> Stored data
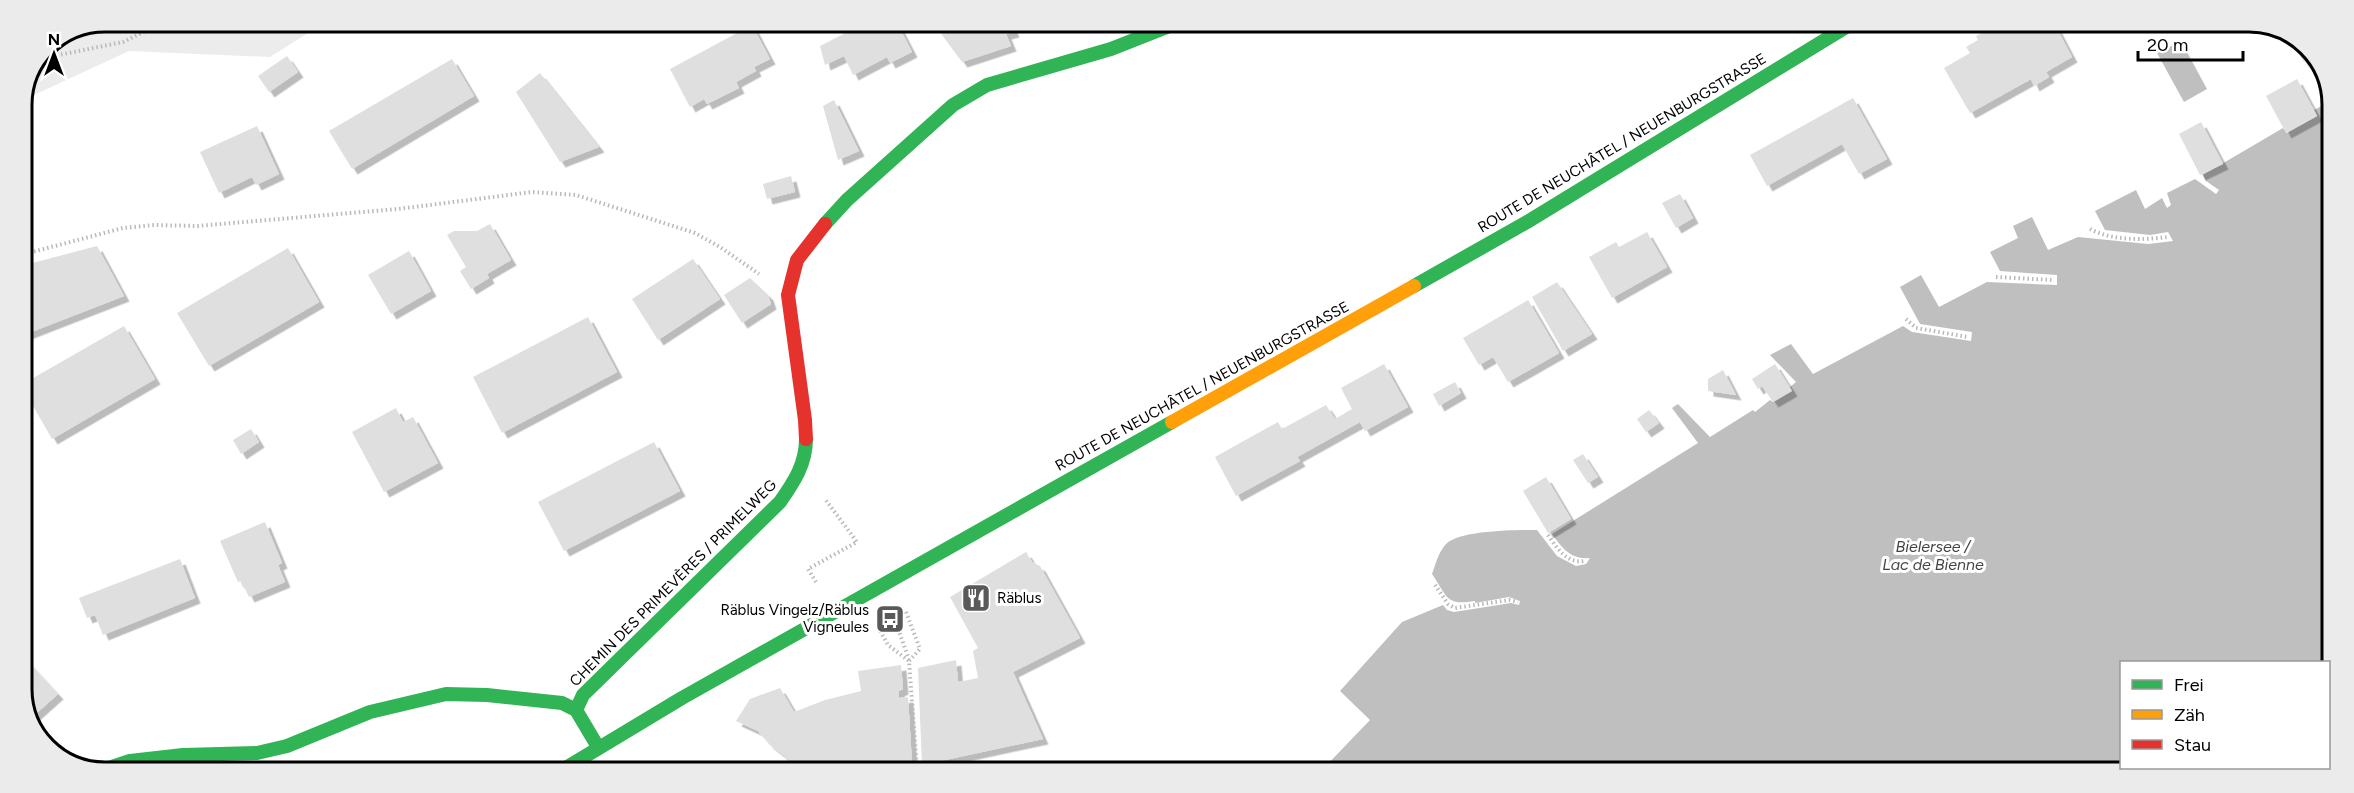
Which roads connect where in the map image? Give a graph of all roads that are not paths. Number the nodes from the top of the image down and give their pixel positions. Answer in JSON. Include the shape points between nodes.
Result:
{"nodes":[{"id":1,"x":1157,"y":31,"type":"edge"},
{"id":2,"x":1840,"y":31,"type":"edge"},
{"id":3,"x":576,"y":710,"type":"junction"},
{"id":4,"x":598,"y":747,"type":"junction"},
{"id":5,"x":125,"y":762,"type":"edge"},
{"id":6,"x":575,"y":762,"type":"edge"}],
"edges":[{"from":1,"to":3,"type":"street","name":"CHEMIN DES PRIMEVÈRES / PRIMELWEG","via":[[1111,49],[987,85],[952,105],[828,221],[797,260],[788,295],[807,456],[794,482],[780,502],[583,695]]},
{"from":2,"to":4,"type":"street","name":"ROUTE DE NEUCHÂTEL / NEUENBURGSTRASSE","via":[[1527,222]]},
{"from":3,"to":4,"type":"street"},
{"from":3,"to":5,"type":"street","via":[[562,703],[446,694],[370,712],[287,746],[257,753],[183,755]]},
{"from":4,"to":6,"type":"street","name":"ROUTE DE NEUCHÂTEL / NEUENBURGSTRASSE"}]}
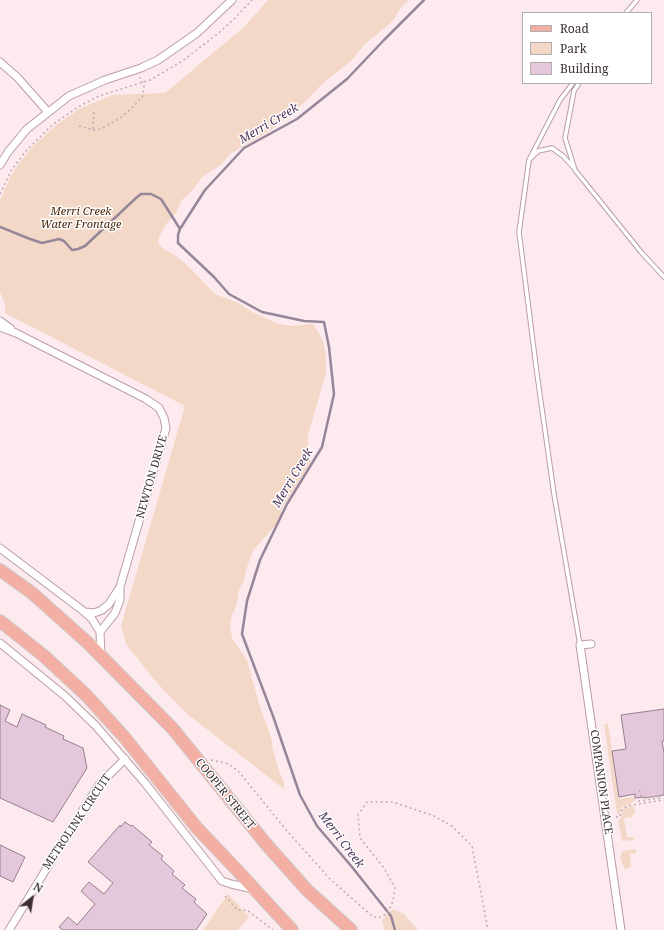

> WORK TO BE COMPLETED
Transcribe all the entries precisely. Do not include any picture.

> SOLUTION TO THE EXERCISE
Which roads connect where in the map image? Give a graph of all roads that are not paths. Number the nodes from the top of the image down and give their pixel positions. Answer in JSON. Include the shape points between nodes.
Result:
{"nodes":[{"id":1,"x":1157,"y":31,"type":"edge"},
{"id":2,"x":1840,"y":31,"type":"edge"},
{"id":3,"x":576,"y":710,"type":"junction"},
{"id":4,"x":598,"y":747,"type":"junction"},
{"id":5,"x":125,"y":762,"type":"edge"},
{"id":6,"x":575,"y":762,"type":"edge"}],
"edges":[{"from":1,"to":3,"type":"street","name":"CHEMIN DES PRIMEVÈRES / PRIMELWEG","via":[[1111,49],[987,85],[952,105],[828,221],[797,260],[788,295],[807,456],[794,482],[780,502],[583,695]]},
{"from":2,"to":4,"type":"street","name":"ROUTE DE NEUCHÂTEL / NEUENBURGSTRASSE","via":[[1527,222]]},
{"from":3,"to":4,"type":"street"},
{"from":3,"to":5,"type":"street","via":[[562,703],[446,694],[370,712],[287,746],[257,753],[183,755]]},
{"from":4,"to":6,"type":"street","name":"ROUTE DE NEUCHÂTEL / NEUENBURGSTRASSE"}]}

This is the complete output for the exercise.